- About this task
I need the lines below from the one with "For a GIS import: Give" down to the one with "Give me a JSON index of the screen." reproduced exactly, both ends included, and nothing else.
** Opening The data block **
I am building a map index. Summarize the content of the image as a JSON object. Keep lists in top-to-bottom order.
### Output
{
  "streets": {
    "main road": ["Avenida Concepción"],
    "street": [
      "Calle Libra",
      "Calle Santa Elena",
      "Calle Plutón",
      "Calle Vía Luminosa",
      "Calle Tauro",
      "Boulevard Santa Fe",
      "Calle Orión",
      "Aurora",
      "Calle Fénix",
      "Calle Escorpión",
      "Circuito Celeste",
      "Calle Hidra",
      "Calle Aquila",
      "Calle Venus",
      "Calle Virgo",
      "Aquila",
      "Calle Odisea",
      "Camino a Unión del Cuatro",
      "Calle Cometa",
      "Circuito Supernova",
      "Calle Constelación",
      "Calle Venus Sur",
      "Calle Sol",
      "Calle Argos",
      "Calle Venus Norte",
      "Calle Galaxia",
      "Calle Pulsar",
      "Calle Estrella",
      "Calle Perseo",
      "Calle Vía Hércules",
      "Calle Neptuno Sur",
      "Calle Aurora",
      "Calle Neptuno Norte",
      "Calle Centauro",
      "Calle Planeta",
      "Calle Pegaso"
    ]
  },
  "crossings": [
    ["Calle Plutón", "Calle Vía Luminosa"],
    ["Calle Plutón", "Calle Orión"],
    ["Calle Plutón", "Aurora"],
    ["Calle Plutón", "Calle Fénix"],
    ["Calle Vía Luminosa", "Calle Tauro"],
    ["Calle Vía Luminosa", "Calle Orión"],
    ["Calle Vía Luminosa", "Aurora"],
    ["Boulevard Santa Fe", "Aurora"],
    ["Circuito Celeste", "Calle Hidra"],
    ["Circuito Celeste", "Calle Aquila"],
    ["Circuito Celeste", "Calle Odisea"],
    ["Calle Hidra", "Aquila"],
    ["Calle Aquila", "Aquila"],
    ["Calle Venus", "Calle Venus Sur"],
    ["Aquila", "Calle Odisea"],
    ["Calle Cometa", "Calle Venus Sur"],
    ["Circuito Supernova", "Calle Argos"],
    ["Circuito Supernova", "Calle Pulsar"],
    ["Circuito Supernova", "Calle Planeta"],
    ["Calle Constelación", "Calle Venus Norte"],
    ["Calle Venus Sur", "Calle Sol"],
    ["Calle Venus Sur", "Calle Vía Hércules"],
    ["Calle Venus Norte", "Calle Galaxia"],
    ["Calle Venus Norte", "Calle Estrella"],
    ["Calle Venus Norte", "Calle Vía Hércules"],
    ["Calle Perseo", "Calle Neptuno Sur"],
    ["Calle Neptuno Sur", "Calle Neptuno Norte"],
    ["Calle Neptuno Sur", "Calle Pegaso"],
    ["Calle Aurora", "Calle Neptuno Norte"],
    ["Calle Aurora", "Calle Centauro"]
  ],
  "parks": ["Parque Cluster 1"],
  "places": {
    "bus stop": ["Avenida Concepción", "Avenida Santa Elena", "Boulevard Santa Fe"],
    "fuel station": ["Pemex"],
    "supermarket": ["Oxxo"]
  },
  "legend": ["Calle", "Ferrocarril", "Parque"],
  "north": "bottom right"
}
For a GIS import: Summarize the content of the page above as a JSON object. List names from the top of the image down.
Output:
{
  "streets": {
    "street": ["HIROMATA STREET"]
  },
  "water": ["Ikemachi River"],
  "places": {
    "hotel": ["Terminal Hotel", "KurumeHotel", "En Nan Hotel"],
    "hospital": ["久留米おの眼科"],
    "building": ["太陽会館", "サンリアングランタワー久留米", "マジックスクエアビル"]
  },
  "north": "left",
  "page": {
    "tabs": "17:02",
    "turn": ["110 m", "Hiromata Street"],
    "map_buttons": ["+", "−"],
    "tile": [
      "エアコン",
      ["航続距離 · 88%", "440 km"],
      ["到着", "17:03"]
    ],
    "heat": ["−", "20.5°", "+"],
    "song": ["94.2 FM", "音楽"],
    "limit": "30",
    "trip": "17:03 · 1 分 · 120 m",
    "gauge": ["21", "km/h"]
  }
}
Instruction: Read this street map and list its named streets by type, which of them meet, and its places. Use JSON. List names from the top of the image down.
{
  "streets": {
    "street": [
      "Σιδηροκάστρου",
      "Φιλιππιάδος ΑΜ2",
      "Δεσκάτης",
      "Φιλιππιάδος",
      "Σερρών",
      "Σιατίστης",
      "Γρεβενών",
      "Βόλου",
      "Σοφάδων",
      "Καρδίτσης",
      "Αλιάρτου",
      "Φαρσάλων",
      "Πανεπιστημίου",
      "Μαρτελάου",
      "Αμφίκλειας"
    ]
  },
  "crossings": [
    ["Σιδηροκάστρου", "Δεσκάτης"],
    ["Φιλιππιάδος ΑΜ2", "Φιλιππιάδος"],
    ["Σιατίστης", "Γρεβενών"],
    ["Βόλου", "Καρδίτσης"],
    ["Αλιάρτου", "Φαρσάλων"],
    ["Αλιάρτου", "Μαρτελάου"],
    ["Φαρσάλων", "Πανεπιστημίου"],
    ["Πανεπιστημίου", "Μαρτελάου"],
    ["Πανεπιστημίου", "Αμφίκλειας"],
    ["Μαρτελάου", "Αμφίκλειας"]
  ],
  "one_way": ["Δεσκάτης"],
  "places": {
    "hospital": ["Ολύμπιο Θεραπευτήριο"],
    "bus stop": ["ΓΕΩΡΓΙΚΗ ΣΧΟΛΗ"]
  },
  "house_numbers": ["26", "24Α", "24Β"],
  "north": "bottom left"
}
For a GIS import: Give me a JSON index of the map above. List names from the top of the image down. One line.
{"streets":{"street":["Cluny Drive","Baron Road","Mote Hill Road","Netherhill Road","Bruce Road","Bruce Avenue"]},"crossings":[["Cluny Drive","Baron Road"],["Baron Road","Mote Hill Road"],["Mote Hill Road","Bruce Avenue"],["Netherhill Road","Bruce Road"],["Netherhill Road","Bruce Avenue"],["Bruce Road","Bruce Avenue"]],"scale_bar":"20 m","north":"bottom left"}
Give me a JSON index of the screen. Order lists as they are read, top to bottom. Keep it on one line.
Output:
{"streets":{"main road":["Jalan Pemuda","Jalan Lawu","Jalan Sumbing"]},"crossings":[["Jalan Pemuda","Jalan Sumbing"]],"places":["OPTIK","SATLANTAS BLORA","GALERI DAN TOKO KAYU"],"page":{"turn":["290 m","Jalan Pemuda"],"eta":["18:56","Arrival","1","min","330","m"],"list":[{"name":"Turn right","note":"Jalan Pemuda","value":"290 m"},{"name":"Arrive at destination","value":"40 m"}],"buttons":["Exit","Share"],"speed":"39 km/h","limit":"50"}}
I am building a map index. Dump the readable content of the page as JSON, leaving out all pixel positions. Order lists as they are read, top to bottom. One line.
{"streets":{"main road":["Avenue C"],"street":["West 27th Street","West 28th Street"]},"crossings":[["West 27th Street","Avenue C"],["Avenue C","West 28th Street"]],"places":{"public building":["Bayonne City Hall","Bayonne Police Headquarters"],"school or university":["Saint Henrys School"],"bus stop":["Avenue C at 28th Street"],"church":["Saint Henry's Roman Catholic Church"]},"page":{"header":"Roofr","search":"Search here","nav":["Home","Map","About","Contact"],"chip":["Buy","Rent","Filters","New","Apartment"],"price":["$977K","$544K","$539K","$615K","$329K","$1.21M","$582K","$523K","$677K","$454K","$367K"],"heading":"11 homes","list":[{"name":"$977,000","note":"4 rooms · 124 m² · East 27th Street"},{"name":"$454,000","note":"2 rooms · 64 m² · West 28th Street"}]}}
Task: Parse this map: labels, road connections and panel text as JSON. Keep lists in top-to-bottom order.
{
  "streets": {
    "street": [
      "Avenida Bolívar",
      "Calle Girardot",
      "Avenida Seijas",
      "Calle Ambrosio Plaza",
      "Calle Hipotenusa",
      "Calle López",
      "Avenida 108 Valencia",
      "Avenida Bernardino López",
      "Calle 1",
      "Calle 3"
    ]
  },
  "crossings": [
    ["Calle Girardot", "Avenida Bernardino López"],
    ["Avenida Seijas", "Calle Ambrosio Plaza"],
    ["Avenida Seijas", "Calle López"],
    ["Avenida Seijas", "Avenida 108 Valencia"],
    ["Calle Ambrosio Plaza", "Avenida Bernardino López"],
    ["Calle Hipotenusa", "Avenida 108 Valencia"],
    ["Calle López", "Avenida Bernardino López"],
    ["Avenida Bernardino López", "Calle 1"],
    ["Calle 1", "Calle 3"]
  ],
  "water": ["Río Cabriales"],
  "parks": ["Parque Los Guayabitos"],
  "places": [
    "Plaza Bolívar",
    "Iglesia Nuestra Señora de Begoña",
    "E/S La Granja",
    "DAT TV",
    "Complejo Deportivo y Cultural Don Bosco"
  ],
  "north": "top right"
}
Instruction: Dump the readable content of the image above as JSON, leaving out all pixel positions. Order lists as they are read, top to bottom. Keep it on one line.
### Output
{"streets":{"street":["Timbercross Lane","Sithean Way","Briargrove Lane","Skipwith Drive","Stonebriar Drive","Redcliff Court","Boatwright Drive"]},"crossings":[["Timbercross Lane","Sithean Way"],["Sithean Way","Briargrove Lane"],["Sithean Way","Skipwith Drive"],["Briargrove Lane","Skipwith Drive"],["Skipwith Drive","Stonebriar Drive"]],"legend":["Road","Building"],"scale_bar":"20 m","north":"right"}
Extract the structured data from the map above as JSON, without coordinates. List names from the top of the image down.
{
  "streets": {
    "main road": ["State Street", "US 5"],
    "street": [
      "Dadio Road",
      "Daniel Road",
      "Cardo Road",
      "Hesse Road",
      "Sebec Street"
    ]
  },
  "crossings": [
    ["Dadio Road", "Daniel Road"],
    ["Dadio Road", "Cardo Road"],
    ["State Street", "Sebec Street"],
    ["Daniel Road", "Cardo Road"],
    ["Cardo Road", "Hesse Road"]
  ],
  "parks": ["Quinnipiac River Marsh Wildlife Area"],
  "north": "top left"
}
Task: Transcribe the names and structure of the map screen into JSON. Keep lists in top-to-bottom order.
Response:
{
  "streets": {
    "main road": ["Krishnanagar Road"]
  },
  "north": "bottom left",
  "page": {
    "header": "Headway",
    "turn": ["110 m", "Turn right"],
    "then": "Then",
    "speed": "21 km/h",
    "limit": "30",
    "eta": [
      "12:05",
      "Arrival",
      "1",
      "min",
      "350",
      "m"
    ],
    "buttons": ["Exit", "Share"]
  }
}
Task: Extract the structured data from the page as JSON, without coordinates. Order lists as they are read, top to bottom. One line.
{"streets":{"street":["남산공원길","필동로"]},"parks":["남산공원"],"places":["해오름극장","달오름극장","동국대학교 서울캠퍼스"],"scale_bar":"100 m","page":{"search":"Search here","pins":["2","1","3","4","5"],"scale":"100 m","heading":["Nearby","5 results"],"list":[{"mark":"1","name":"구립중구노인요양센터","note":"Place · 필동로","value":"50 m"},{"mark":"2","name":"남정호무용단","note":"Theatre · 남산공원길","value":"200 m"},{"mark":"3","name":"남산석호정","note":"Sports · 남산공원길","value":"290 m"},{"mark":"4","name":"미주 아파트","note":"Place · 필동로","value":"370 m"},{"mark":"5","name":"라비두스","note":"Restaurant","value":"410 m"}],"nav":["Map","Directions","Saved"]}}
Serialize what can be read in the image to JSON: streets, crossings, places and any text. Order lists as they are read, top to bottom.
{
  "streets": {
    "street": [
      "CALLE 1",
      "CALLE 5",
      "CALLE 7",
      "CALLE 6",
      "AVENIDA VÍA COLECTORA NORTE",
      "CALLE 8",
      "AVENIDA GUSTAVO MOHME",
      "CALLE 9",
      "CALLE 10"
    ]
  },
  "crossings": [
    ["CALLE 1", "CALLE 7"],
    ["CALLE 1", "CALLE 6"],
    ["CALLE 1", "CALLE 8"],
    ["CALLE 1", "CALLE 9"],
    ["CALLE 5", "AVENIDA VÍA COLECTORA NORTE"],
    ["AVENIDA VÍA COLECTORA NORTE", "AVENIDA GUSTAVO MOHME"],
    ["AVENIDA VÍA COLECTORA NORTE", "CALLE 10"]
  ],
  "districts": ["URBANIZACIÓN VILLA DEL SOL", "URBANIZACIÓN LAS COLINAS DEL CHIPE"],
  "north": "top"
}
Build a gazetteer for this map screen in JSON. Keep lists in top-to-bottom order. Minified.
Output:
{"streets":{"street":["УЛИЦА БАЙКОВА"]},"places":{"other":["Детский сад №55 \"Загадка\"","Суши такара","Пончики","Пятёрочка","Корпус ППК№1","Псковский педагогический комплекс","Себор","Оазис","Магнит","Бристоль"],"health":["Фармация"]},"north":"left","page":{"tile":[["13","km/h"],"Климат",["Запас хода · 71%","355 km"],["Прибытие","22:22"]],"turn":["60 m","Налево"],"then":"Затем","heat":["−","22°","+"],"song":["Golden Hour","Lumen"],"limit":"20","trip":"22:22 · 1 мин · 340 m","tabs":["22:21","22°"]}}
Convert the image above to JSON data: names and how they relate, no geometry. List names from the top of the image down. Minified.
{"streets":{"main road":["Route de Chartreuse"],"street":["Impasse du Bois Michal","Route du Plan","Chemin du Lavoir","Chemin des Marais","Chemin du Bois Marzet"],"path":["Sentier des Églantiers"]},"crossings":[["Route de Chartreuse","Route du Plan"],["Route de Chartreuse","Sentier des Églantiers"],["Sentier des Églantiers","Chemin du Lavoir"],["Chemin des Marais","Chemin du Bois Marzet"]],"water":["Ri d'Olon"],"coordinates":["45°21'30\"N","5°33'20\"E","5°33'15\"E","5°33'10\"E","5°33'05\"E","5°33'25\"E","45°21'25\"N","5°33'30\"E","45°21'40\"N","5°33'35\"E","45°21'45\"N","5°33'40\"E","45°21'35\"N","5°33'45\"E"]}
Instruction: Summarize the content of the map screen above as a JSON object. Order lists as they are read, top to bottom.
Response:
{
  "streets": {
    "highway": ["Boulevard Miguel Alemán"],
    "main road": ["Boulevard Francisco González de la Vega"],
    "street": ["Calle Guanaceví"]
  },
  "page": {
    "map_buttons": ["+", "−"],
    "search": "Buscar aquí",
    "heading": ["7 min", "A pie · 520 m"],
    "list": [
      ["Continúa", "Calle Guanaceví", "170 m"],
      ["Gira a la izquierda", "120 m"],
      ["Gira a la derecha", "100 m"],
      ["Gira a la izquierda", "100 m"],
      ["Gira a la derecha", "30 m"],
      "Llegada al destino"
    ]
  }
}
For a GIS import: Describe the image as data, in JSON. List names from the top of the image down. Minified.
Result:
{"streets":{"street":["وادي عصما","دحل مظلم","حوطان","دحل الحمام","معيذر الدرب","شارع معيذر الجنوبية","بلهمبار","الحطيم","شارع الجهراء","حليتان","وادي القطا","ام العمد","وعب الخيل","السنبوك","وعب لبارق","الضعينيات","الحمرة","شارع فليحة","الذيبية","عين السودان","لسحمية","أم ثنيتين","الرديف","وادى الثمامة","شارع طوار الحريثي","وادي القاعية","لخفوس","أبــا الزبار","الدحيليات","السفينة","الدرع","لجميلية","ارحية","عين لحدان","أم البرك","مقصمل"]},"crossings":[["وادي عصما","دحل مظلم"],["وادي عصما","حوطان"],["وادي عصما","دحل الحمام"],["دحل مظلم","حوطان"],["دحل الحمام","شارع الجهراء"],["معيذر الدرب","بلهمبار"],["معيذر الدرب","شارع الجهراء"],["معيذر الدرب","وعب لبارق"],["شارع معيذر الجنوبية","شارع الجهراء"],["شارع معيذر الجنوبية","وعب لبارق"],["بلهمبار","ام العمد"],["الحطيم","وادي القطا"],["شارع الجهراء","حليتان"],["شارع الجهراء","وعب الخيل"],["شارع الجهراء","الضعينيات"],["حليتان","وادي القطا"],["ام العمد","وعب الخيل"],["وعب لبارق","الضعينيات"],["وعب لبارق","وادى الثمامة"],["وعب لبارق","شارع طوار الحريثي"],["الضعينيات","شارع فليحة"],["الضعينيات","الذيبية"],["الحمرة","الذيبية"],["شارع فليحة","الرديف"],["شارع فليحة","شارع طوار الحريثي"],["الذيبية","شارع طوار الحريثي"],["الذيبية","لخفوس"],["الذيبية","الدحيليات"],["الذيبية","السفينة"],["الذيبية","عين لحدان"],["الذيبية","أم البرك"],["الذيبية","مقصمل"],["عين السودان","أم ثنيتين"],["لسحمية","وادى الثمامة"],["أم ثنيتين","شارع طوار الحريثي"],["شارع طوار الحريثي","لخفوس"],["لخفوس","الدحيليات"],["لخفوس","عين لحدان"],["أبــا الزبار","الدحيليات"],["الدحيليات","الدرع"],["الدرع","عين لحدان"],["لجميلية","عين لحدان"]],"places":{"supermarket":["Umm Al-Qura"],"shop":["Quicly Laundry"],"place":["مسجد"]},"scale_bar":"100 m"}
** Closing The data block **
- Final answer
For a GIS import: Give me a JSON index of the map above. List names from the top of the image down. One line.
{"streets":{"street":["Cluny Drive","Baron Road","Mote Hill Road","Netherhill Road","Bruce Road","Bruce Avenue"]},"crossings":[["Cluny Drive","Baron Road"],["Baron Road","Mote Hill Road"],["Mote Hill Road","Bruce Avenue"],["Netherhill Road","Bruce Road"],["Netherhill Road","Bruce Avenue"],["Bruce Road","Bruce Avenue"]],"scale_bar":"20 m","north":"bottom left"}
Give me a JSON index of the screen. Order lists as they are read, top to bottom. Keep it on one line.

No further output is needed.